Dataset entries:
━━━━━━━━━━━━━━━━
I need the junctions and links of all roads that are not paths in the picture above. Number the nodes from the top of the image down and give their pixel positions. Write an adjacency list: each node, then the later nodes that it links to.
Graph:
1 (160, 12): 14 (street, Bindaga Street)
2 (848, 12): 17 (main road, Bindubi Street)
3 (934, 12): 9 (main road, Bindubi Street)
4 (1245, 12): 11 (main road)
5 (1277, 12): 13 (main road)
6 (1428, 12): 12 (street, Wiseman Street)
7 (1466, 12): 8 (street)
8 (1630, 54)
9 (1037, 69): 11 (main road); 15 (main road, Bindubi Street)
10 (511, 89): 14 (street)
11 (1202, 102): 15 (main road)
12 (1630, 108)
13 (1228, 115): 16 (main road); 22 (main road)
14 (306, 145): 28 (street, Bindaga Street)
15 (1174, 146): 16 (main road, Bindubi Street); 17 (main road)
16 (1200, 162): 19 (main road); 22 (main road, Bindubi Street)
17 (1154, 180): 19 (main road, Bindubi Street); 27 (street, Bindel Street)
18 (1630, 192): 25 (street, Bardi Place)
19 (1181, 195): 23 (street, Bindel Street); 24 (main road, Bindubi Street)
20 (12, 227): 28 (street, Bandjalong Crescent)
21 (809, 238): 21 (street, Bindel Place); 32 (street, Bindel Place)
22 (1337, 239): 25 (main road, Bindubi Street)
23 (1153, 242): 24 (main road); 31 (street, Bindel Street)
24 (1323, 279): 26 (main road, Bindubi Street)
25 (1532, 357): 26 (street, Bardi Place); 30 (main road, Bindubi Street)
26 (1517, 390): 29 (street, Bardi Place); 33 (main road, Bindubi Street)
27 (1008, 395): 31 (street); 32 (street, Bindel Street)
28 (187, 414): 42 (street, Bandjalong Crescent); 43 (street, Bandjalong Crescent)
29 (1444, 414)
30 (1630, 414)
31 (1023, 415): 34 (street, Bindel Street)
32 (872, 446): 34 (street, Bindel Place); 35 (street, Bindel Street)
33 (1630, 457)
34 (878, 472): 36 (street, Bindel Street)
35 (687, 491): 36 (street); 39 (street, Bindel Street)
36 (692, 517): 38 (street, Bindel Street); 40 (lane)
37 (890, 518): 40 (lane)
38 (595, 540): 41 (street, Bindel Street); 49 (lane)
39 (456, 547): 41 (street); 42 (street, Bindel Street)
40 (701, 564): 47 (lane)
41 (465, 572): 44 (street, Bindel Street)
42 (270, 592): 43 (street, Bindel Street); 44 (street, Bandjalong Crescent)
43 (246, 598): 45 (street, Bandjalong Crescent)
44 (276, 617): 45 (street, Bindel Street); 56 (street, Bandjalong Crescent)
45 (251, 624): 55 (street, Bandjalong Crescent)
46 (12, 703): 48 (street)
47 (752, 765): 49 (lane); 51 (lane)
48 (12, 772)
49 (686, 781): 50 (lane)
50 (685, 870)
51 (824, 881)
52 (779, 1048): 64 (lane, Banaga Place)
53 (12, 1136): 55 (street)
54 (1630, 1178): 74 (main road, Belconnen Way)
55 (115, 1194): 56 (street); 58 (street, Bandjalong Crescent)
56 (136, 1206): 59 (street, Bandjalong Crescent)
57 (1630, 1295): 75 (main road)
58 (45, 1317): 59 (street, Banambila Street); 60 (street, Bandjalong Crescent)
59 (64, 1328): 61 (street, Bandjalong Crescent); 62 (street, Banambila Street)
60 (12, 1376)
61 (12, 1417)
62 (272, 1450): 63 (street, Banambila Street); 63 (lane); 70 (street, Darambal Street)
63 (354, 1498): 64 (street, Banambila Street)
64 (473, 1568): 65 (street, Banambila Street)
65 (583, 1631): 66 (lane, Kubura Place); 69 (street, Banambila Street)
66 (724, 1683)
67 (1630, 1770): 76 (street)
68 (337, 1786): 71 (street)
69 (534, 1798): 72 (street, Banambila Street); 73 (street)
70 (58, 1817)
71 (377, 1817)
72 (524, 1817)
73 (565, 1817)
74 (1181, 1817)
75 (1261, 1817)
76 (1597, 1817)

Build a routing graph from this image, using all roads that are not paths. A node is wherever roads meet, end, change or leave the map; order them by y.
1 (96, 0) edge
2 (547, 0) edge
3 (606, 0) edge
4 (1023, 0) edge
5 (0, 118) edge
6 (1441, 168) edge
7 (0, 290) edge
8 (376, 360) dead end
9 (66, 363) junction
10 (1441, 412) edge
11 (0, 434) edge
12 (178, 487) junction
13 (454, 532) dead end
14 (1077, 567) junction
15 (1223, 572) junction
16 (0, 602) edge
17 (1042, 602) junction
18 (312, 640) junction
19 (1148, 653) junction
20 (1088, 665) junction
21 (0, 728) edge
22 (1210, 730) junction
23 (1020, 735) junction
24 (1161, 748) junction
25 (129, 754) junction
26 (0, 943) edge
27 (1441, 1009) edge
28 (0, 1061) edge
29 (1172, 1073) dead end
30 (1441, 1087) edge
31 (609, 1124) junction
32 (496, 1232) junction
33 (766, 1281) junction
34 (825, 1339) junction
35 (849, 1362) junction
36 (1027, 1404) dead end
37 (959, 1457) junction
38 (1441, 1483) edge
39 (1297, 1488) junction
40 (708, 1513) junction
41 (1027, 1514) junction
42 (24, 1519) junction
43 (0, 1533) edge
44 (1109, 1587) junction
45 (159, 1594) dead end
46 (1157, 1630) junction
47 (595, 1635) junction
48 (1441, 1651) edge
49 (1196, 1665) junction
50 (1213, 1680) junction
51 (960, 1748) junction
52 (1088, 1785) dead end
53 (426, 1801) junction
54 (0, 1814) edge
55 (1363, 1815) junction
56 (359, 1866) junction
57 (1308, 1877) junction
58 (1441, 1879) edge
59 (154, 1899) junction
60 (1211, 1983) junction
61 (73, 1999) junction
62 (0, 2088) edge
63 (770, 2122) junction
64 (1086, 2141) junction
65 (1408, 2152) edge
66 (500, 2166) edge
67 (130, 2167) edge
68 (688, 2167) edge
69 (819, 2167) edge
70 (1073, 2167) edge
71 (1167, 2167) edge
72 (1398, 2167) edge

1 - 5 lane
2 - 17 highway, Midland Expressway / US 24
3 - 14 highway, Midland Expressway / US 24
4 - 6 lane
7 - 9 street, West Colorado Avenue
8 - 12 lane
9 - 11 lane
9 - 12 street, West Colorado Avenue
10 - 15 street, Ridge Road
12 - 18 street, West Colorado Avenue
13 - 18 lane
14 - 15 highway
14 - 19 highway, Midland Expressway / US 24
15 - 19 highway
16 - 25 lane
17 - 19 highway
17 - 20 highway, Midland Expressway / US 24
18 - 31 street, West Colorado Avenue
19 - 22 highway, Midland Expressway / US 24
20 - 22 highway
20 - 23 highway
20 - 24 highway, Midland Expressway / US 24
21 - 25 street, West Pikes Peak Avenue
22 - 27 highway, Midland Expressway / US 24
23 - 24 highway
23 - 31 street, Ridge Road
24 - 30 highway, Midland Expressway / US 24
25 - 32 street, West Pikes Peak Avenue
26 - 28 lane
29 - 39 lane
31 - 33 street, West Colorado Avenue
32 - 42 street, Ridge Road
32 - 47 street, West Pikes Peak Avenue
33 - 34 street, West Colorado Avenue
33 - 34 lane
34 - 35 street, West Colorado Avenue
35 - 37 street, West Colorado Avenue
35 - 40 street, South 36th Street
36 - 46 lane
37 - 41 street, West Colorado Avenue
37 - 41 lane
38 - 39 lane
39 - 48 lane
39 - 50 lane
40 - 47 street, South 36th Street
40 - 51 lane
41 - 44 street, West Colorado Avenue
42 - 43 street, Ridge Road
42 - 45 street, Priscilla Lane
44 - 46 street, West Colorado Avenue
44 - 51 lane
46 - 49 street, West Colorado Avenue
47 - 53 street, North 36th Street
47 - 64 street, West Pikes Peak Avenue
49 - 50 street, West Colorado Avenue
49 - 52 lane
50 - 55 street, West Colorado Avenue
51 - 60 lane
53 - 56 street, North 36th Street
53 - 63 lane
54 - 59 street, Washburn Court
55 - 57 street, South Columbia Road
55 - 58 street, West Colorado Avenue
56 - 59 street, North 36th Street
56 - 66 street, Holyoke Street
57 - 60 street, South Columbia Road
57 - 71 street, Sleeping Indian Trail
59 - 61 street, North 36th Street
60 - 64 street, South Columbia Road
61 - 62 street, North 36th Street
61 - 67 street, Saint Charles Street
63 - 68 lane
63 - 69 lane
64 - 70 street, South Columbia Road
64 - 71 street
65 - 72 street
━━━━━━━━━━━━━━━━
Tell how many lines in the records above carry the word "Pikes". Only the number should appear in the reply.

4